## RECORDS FOR THE TASK
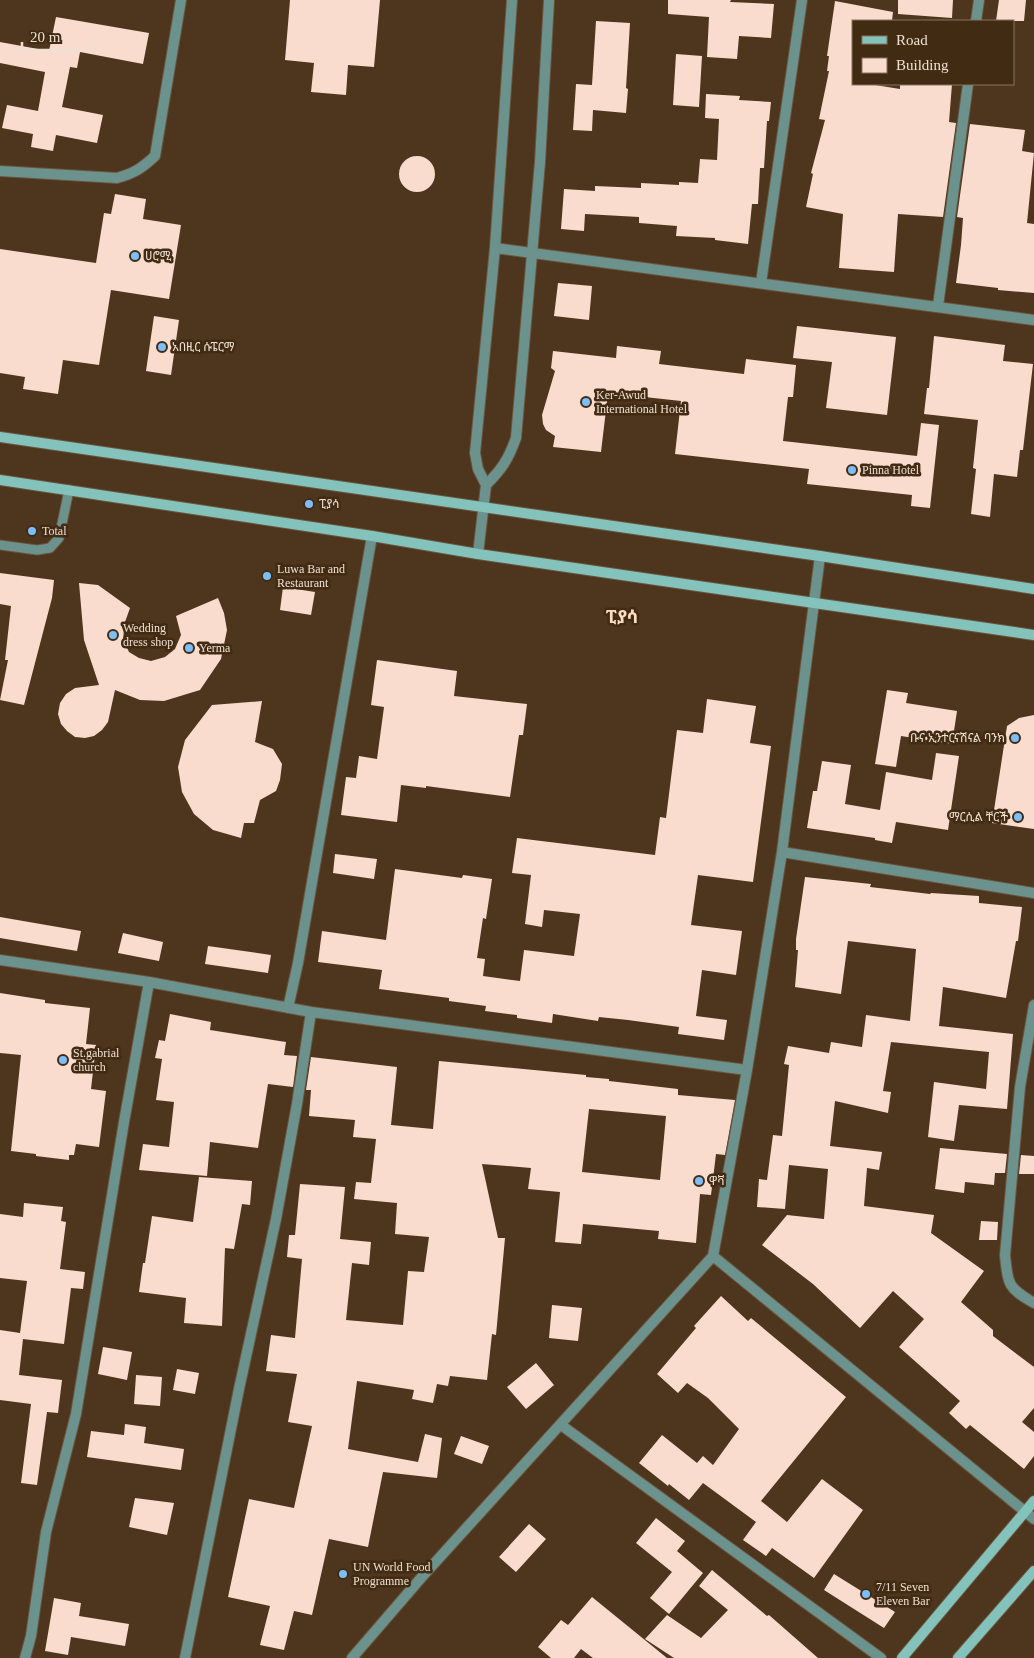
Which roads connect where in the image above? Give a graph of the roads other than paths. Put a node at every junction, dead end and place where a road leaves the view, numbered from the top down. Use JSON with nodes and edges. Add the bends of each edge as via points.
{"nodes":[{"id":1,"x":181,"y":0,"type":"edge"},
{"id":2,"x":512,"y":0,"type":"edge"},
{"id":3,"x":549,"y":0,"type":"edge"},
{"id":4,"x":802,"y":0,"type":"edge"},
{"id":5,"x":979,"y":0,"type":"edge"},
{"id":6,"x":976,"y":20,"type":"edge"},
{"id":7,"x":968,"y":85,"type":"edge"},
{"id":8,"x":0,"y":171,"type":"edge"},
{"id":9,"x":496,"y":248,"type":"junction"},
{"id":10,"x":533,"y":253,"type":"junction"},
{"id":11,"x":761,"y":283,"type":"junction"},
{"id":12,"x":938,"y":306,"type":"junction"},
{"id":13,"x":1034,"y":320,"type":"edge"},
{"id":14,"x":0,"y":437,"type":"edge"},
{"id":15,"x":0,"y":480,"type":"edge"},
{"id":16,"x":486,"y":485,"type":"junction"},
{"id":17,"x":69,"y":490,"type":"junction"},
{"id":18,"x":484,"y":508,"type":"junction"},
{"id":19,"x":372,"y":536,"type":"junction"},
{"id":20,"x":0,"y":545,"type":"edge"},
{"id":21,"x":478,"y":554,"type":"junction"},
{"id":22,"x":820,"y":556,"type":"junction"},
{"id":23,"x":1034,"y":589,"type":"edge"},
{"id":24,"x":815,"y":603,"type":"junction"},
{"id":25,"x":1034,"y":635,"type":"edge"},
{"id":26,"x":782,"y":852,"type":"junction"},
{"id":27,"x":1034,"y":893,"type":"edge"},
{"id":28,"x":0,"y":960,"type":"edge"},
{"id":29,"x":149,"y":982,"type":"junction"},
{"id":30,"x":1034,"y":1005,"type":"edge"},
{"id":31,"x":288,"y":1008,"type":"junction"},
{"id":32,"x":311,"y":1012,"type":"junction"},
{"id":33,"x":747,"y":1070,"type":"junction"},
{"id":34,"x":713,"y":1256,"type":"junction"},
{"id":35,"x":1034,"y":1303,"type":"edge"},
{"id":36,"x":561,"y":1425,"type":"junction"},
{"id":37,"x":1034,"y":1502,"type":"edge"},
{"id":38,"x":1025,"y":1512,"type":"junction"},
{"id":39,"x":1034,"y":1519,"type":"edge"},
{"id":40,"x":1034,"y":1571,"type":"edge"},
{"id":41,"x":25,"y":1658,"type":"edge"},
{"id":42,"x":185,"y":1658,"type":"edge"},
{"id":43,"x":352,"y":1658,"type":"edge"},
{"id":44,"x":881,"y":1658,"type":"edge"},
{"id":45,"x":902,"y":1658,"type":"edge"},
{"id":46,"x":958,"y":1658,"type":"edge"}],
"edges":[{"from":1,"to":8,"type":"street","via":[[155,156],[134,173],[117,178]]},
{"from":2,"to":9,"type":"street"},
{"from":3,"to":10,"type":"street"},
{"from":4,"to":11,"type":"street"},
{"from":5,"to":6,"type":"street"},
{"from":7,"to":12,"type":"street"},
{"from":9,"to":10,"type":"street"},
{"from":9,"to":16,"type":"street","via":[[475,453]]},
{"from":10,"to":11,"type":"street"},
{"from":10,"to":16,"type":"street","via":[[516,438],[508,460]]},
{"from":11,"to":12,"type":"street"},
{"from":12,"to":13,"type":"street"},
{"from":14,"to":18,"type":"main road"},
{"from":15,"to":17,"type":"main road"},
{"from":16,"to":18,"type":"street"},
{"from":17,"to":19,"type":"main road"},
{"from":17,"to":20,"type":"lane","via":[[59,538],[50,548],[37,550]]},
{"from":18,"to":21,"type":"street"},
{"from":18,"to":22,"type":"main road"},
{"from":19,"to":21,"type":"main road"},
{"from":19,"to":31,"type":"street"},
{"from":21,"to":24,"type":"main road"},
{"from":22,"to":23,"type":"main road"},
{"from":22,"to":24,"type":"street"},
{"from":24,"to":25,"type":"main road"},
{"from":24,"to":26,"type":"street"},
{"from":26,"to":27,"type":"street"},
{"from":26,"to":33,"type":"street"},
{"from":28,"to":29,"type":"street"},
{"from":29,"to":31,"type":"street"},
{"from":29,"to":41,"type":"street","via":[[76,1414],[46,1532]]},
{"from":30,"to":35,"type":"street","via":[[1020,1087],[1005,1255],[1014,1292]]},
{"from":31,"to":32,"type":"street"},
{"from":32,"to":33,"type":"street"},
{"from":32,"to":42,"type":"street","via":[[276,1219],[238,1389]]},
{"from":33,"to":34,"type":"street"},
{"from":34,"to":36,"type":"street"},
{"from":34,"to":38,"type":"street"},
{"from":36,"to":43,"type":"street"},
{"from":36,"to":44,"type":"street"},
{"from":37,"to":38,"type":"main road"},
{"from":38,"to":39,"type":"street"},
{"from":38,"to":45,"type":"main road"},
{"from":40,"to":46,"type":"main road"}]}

## YOUR TASK
Could you return the lines in the entries above that contain "edges"?

## WRITTEN RESPONSE
Which roads connect where in the image above? Give a graph of the roads other than paths. Put a node at every junction, dead end and place where a road leaves the view, numbered from the top down. Use JSON with nodes and edges. Add the bends of each edge as via points.
"edges":[{"from":1,"to":8,"type":"street","via":[[155,156],[134,173],[117,178]]},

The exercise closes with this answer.